The story of Zatoichi, the blind swordsman, has been told many times in film, and it is a tale that requires very few elements to be effective. Haruka Ayase gives a great performance in the lead role, both fearsome yet fragile. We learn about her backstory, the rape that she suffered and her expulsion from the group of goze, her struggles to form relationships with people and her quest to find a purpose in her life. She is also looking for a reason for the bloodshed and killing she seems incapable of escaping. Osawa’s Toma is likewise a troubled individual, battling his own demons that prevent him from becoming a great swordsman and living up to his father’s expectations of him. The film’s main weakness is that it spends little time on these interesting character aspects and instead forces the characters into less engaging conflicts with the villains. Shido Nakamura is clearly enjoying himself, gleefully hamming it up as Banki, alongside Riki Takeuchi as his chief henchman. Their cartoonish performances feel slightly out of place with the more moving scenes between Ichi and Toma. Where the action is concerned the film does an excellent job of portraying the elegance and fatal effectiveness of Ichi’s technique. There are several standout moments when it comes to the choreography, such as the attack on the village by bandits and Ichi’s showdown with them. Unfortunately, there is often a lack of realism in the film, which jars with its earnest attempts to garner sympathy for the characters. The costumes and sets are well designed, and thought has been put into them, but they are often so pristine looking and a lack of extras is to the film’s detriment when it comes to believability.

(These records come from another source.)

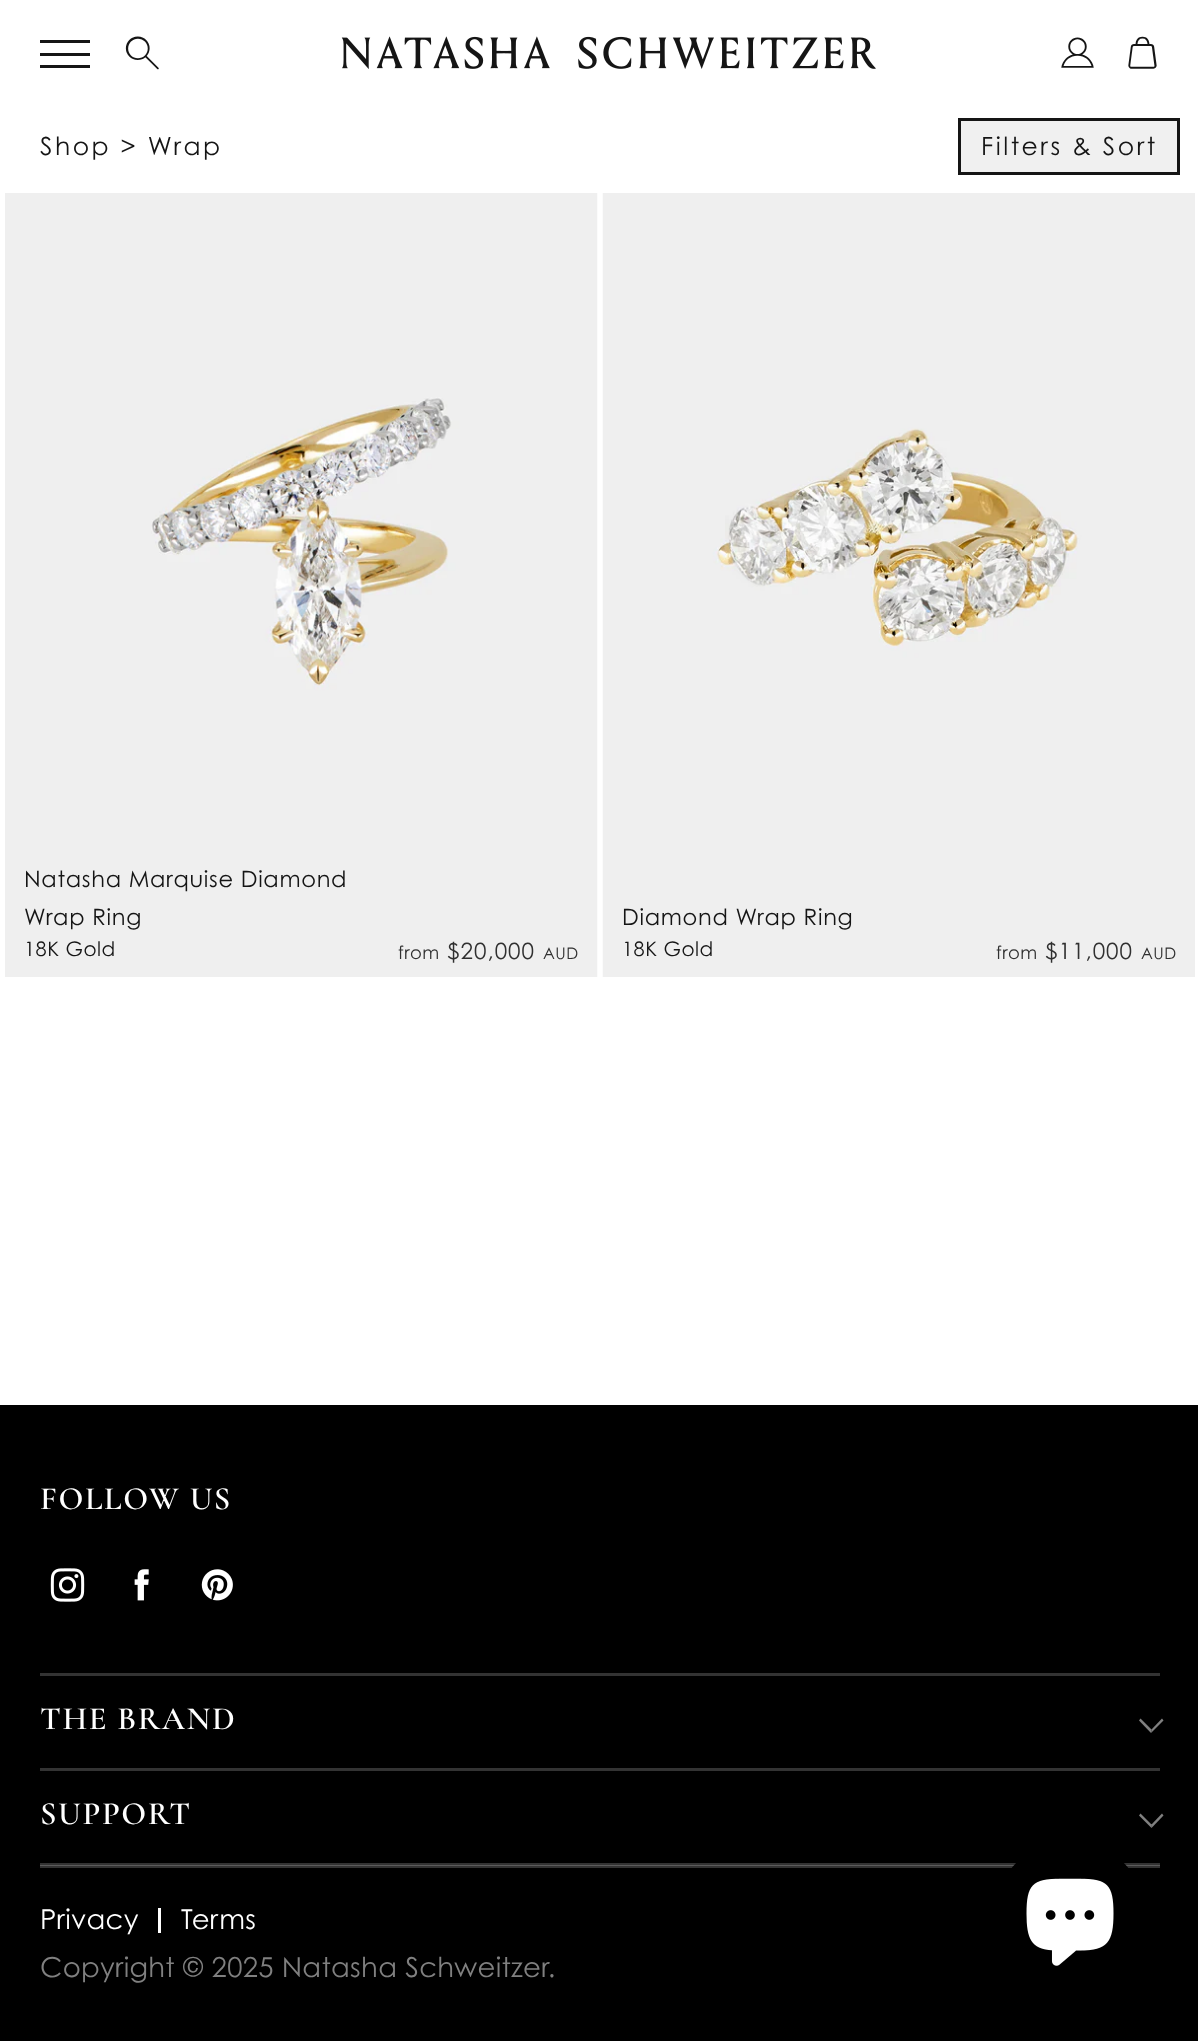 <svg xmlns="http://www.w3.org/2000/svg" width="1198" height="2041">
<rect width="100%" height="100%" fill="#fff"/>
<rect x="40" y="40" width="50" height="3" fill="#151515"/>
<rect x="40" y="53" width="50" height="3" fill="#151515"/>
<rect x="40" y="65" width="50" height="3" fill="#151515"/>
<text x="125" y="68" style="font-family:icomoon;font-size:35px;fill:#151515">¤</text>
<image x="341" y="36" width="535" height="33" href="media/1.png"/>
<text x="1060" y="68" style="font-family:icomoon;font-size:35px;fill:#151515">£</text>
<text x="1125" y="68" style="font-family:icomoon;font-size:35px;fill:#151515">¢</text>
<text x="40" y="155" style="font-family:Century Gothic;font-size:25px;letter-spacing:2.5px;fill:#151515">Shop &gt; Wrap</text>
<rect x="959.5" y="119.5" width="219" height="54" fill="#f0f0f0" stroke="#151515" stroke-width="3"/>
<text x="981" y="155" style="font-family:Century Gothic;font-size:25px;letter-spacing:2.5px;fill:#151515">Filters &amp; Sort</text>
<image x="5" y="193" width="593" height="784" href="media/2.png"/>
<text x="24" y="887" style="font-family:Century Gothic;font-size:22.5px;letter-spacing:0.7px;fill:#151515">Natasha Marquise Diamond</text>
<text x="24" y="925" style="font-family:Century Gothic;font-size:22.5px;letter-spacing:0.7px;fill:#151515">Wrap Ring</text>
<text x="24" y="956" style="font-family:Century Gothic;font-size:20px;letter-spacing:0.5px;fill:#151515">18K Gold</text>
<text x="398" y="959" style="font-family:Century Gothic;font-size:18px;letter-spacing:0.5px;fill:#303030">from</text>
<text x="447" y="959" style="font-family:Century Gothic;font-size:22.5px;letter-spacing:1px;fill:#303030">$20,000</text>
<text x="543" y="959" style="font-family:Century Gothic;font-size:16px;letter-spacing:0.5px;fill:#303030">AUD</text>
<image x="602" y="193" width="593" height="784" href="media/3.png"/>
<text x="622" y="925" style="font-family:Century Gothic;font-size:22.5px;letter-spacing:0.7px;fill:#151515">Diamond Wrap Ring</text>
<text x="622" y="956" style="font-family:Century Gothic;font-size:20px;letter-spacing:0.5px;fill:#151515">18K Gold</text>
<text x="996" y="959" style="font-family:Century Gothic;font-size:18px;letter-spacing:0.5px;fill:#303030">from</text>
<text x="1045" y="959" style="font-family:Century Gothic;font-size:22.5px;letter-spacing:1px;fill:#303030">$11,000</text>
<text x="1141" y="959" style="font-family:Century Gothic;font-size:16px;letter-spacing:0.5px;fill:#303030">AUD</text>
<rect y="1405" width="1198" height="636" fill="#000"/>
<rect x="40" y="1863" width="1120" height="2" fill="#333"/>
<rect x="40" y="1866" width="1120" height="2" fill="#333"/>
<rect x="40" y="1865" width="1120" height="1" fill="#5c5c5c"/>
<text x="40" y="1509" style="font-family:Cormorant Garamond;font-size:32.5px;font-weight:600;letter-spacing:1.6px;fill:#fff">FOLLOW US</text>
<image x="50" y="1568" width="35" height="34" href="media/4.png"/>
<image x="134" y="1569" width="15" height="32" href="media/5.png"/>
<image x="201" y="1569" width="32" height="32" href="media/6.png"/>
<rect x="40" y="1673" width="1120" height="3" fill="#333"/>
<text x="40" y="1729" style="font-family:Cormorant Garamond;font-size:32.5px;font-weight:600;letter-spacing:1.6px;fill:#fff">THE BRAND</text>
<path d="M1163.5 1720.5l-12.5 12.5l.5-3.5l10.5-11z" fill="#808080"/>
<path d="M1151 1733l-12-12.5l1.5-2l11 11z" fill="#808080"/>
<rect x="40" y="1768" width="1120" height="3" fill="#333"/>
<text x="40" y="1824" style="font-family:Cormorant Garamond;font-size:32.5px;font-weight:600;letter-spacing:1.6px;fill:#fff">SUPPORT</text>
<path d="M1163.5 1815.5l-12 12.5v-3.5l10.5-11z" fill="#808080"/>
<path d="M1151.5 1828l-12.5-12.5l1.5-2l11 11z" fill="#ffffff80"/>
<text x="40" y="1929" style="font-family:Century Gothic;font-size:27.5px;letter-spacing:0.3px;fill:#fff">Privacy</text>
<rect x="158" y="1908" width="3" height="25" fill="#fff"/>
<text x="181" y="1929" style="font-family:Century Gothic;font-size:27.5px;letter-spacing:0.3px;fill:#fff">Terms</text>
<text x="40" y="1977" style="font-family:Century Gothic;font-size:27.5px;letter-spacing:0.3px;fill:#808080">Copyright © 2025 Natasha Schweitzer.</text>
<circle cx="1070" cy="1915" r="75" fill="#000"/>
<image x="1026" y="1878" width="88" height="88" href="media/7.png"/>
</svg>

In trying to deliver both an energetic action film and a more character-driven drama, “Ichi” just misses the mark on both. The film’s central themes are those of discovering your purpose and understanding the value of human life. In a film that sees so many unceremoniously cut down it is an odd message to attempt to deliver. Ichi is a woman who is unable to see right from wrong as she puts it, having rejected notions of morality through her own harrowing experiences. She is desperately searching for guidance, exemplified in her quest to find her former master, and someone to show her the ‘light’ (to use the film’s own metaphor) out of her nihilistic impression of the world. The film is entertaining as a simple action tale, but it brushes too quickly over certain moments that would have leant some emotional depth and wastes a great performance from Haruka Ayase.